Viewed as a whole, the Kayenta is readily distinguished from the geologic formations above and below it. It is unlike them in composition, color, manner of bedding, and sedimentary history. Obviously the conditions of sedimentation changed in passing from the Wingate Sandstone formation to the Kayenta and from the Kayenta to the Navajo sandstone, but the nature and regional significance of the changes have not been determined. In some measured sections the transition from Wingate to Kayenta is gradual; the material in the basal Kayenta, beds seems to have been derived from the Wingate immediately below and redeposited with only the discordance characteristic of fluviatile sediments. But in many sections the contact between the two formations is unconformable; the basal Kayenta consists of conglomerate and lenticular sandstone that fills depressions eroded in the underlying beds. In Moqui Canyon near Red Cone Spring nearly 10 ft of Kayenta limestone conglomerate rests in a long meandering valley cut in Wingate. Likewise, the contact between the Kayenta and the Navajo in places seems to be gradational, but generally a thin jumbled mass of sandstone and shales, chunks of shale and limestone, mud balls, and concretions of lime and iron, lies at the base of the fine-grained, cross bedded Navajo. Mud cracks, a few ripple marks, and incipient drainage channels were observed in the topmost bed of the Kayenta on Red Rock Plateau; and in west Glen Canyon, wide sand-filled cracks appear at the horizon. These features indicate that, in places at least, the Wingate and Kayenta were exposed to erosion before their overlying geologic formations were deposited, are it may be that the range in thickness of the Kayenta thus in part (is) accounted for.

===Southwest Utah===
The red and mauve Kayenta siltstones and sandstones that form the slopes at base of the Navajo Sandstone cliffs record the record of low to moderate energy streams. Poole (1997) has shown that the streams still flowed toward the east depositing from 150 to 210 m of sediment here. The sedimentary structures showing the channel and flood plain deposits of streams are well exposed on switchbacks below the tunnel in Pine Creek Canyon.
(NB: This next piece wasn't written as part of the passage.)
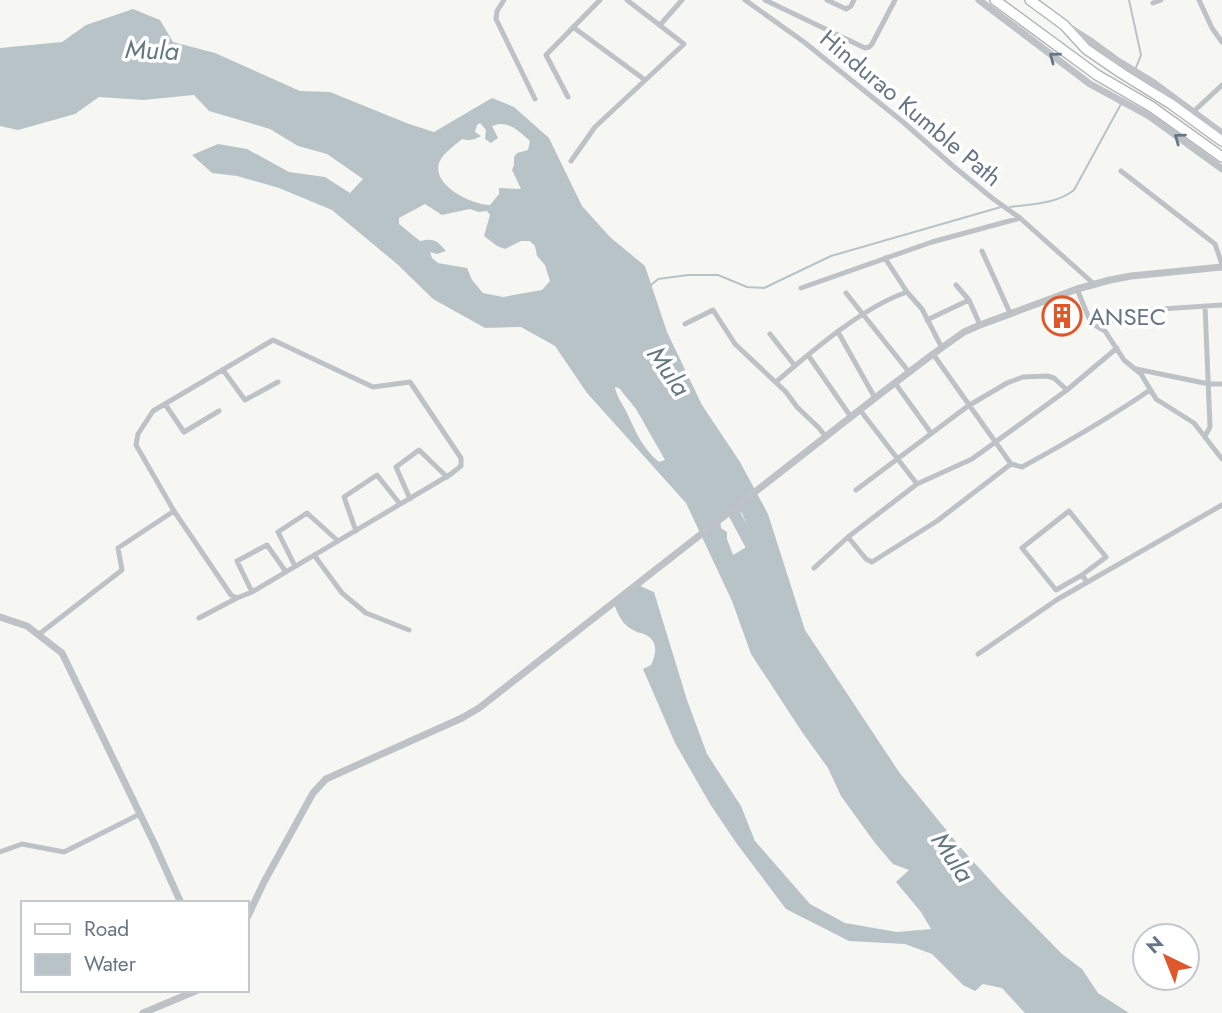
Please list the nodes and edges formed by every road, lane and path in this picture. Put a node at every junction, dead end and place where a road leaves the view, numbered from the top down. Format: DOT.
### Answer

In the southeastern part of Zion National Park a stratum of cross bedded sandstone is found roughly halfway between the top and bottom of the Kayenta Formation. It is a "tongue" of sandstone that merges with the Navajo formation east of Kanab, and it shows that desert conditions occurred briefly in this area during Kayenta time. This tongue is the ledge that shades the lower portion of the Emerald Pool Trail, and it is properly called Navajo, not Kayenta.

Fossil mudcracks attest to occasional seasonal climate, and thin limestones and fossilized trails of aquatic snails or worms mark the existence of ponds and lakes. The most interesting fossils, however, are the dinosaur tracks that are relatively common in Kayenta mudstone.

These vary in size, but all seem to be the tracks of three-toed reptiles that walked upright, leaving their tracks in the muds on the flood plains. Unfortunately, so far no bone materials have been found in Washington County that would enable more specific identification.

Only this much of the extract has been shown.